* What is needed:
The listing is to be duplicated in full, exactly as written.

..............................

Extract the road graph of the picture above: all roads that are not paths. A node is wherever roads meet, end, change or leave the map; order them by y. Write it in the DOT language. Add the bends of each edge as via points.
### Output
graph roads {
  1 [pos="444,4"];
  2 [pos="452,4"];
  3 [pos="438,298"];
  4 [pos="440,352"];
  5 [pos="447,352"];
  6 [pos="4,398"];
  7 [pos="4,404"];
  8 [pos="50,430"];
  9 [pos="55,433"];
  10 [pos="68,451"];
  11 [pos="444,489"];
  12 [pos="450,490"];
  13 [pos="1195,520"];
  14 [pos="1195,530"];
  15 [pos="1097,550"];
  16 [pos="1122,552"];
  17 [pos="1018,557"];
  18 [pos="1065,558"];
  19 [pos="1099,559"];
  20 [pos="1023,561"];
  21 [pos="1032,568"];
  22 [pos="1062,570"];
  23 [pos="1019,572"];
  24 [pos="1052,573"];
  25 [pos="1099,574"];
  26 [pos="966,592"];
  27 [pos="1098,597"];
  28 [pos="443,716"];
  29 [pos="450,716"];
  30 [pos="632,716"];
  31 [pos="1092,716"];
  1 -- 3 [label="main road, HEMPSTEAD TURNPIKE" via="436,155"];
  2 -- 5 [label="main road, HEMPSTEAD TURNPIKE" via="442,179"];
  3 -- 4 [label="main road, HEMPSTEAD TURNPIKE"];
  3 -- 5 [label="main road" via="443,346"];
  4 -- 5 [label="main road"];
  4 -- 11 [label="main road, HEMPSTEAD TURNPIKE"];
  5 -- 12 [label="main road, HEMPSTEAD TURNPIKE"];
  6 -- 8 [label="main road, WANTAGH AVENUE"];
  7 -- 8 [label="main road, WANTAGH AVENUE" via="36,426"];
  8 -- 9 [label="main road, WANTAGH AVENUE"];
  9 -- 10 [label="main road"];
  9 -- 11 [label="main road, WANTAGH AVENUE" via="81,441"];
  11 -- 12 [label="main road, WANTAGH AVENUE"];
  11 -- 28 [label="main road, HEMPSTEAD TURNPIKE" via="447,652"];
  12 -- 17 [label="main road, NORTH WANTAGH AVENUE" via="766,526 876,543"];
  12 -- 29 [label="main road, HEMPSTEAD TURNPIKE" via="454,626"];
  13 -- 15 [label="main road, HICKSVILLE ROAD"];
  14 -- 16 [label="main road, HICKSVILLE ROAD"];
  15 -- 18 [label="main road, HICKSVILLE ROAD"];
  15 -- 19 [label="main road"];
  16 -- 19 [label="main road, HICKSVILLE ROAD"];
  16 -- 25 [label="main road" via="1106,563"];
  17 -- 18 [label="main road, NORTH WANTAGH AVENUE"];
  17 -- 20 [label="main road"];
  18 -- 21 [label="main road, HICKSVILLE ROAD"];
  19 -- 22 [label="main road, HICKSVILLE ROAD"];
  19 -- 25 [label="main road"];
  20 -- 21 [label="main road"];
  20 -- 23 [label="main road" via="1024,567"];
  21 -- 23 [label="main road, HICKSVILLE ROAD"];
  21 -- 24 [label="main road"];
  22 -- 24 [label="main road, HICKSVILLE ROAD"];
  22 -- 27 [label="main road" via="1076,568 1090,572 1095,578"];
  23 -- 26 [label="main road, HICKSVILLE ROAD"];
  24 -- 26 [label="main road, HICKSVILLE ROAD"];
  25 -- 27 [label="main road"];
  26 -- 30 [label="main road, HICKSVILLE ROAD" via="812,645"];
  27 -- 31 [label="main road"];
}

..............................

* Reply:
Extract the road graph of the picture above: all roads that are not paths. A node is wherever roads meet, end, change or leave the map; order them by y. Write it in the DOT language. Add the bends of each edge as via points.
### Output
graph roads {
  1 [pos="444,4"];
  2 [pos="452,4"];
  3 [pos="438,298"];
  4 [pos="440,352"];
  5 [pos="447,352"];
  6 [pos="4,398"];
  7 [pos="4,404"];
  8 [pos="50,430"];
  9 [pos="55,433"];
  10 [pos="68,451"];
  11 [pos="444,489"];
  12 [pos="450,490"];
  13 [pos="1195,520"];
  14 [pos="1195,530"];
  15 [pos="1097,550"];
  16 [pos="1122,552"];
  17 [pos="1018,557"];
  18 [pos="1065,558"];
  19 [pos="1099,559"];
  20 [pos="1023,561"];
  21 [pos="1032,568"];
  22 [pos="1062,570"];
  23 [pos="1019,572"];
  24 [pos="1052,573"];
  25 [pos="1099,574"];
  26 [pos="966,592"];
  27 [pos="1098,597"];
  28 [pos="443,716"];
  29 [pos="450,716"];
  30 [pos="632,716"];
  31 [pos="1092,716"];
  1 -- 3 [label="main road, HEMPSTEAD TURNPIKE" via="436,155"];
  2 -- 5 [label="main road, HEMPSTEAD TURNPIKE" via="442,179"];
  3 -- 4 [label="main road, HEMPSTEAD TURNPIKE"];
  3 -- 5 [label="main road" via="443,346"];
  4 -- 5 [label="main road"];
  4 -- 11 [label="main road, HEMPSTEAD TURNPIKE"];
  5 -- 12 [label="main road, HEMPSTEAD TURNPIKE"];
  6 -- 8 [label="main road, WANTAGH AVENUE"];
  7 -- 8 [label="main road, WANTAGH AVENUE" via="36,426"];
  8 -- 9 [label="main road, WANTAGH AVENUE"];
  9 -- 10 [label="main road"];
  9 -- 11 [label="main road, WANTAGH AVENUE" via="81,441"];
  11 -- 12 [label="main road, WANTAGH AVENUE"];
  11 -- 28 [label="main road, HEMPSTEAD TURNPIKE" via="447,652"];
  12 -- 17 [label="main road, NORTH WANTAGH AVENUE" via="766,526 876,543"];
  12 -- 29 [label="main road, HEMPSTEAD TURNPIKE" via="454,626"];
  13 -- 15 [label="main road, HICKSVILLE ROAD"];
  14 -- 16 [label="main road, HICKSVILLE ROAD"];
  15 -- 18 [label="main road, HICKSVILLE ROAD"];
  15 -- 19 [label="main road"];
  16 -- 19 [label="main road, HICKSVILLE ROAD"];
  16 -- 25 [label="main road" via="1106,563"];
  17 -- 18 [label="main road, NORTH WANTAGH AVENUE"];
  17 -- 20 [label="main road"];
  18 -- 21 [label="main road, HICKSVILLE ROAD"];
  19 -- 22 [label="main road, HICKSVILLE ROAD"];
  19 -- 25 [label="main road"];
  20 -- 21 [label="main road"];
  20 -- 23 [label="main road" via="1024,567"];
  21 -- 23 [label="main road, HICKSVILLE ROAD"];
  21 -- 24 [label="main road"];
  22 -- 24 [label="main road, HICKSVILLE ROAD"];
  22 -- 27 [label="main road" via="1076,568 1090,572 1095,578"];
  23 -- 26 [label="main road, HICKSVILLE ROAD"];
  24 -- 26 [label="main road, HICKSVILLE ROAD"];
  25 -- 27 [label="main road"];
  26 -- 30 [label="main road, HICKSVILLE ROAD" via="812,645"];
  27 -- 31 [label="main road"];
}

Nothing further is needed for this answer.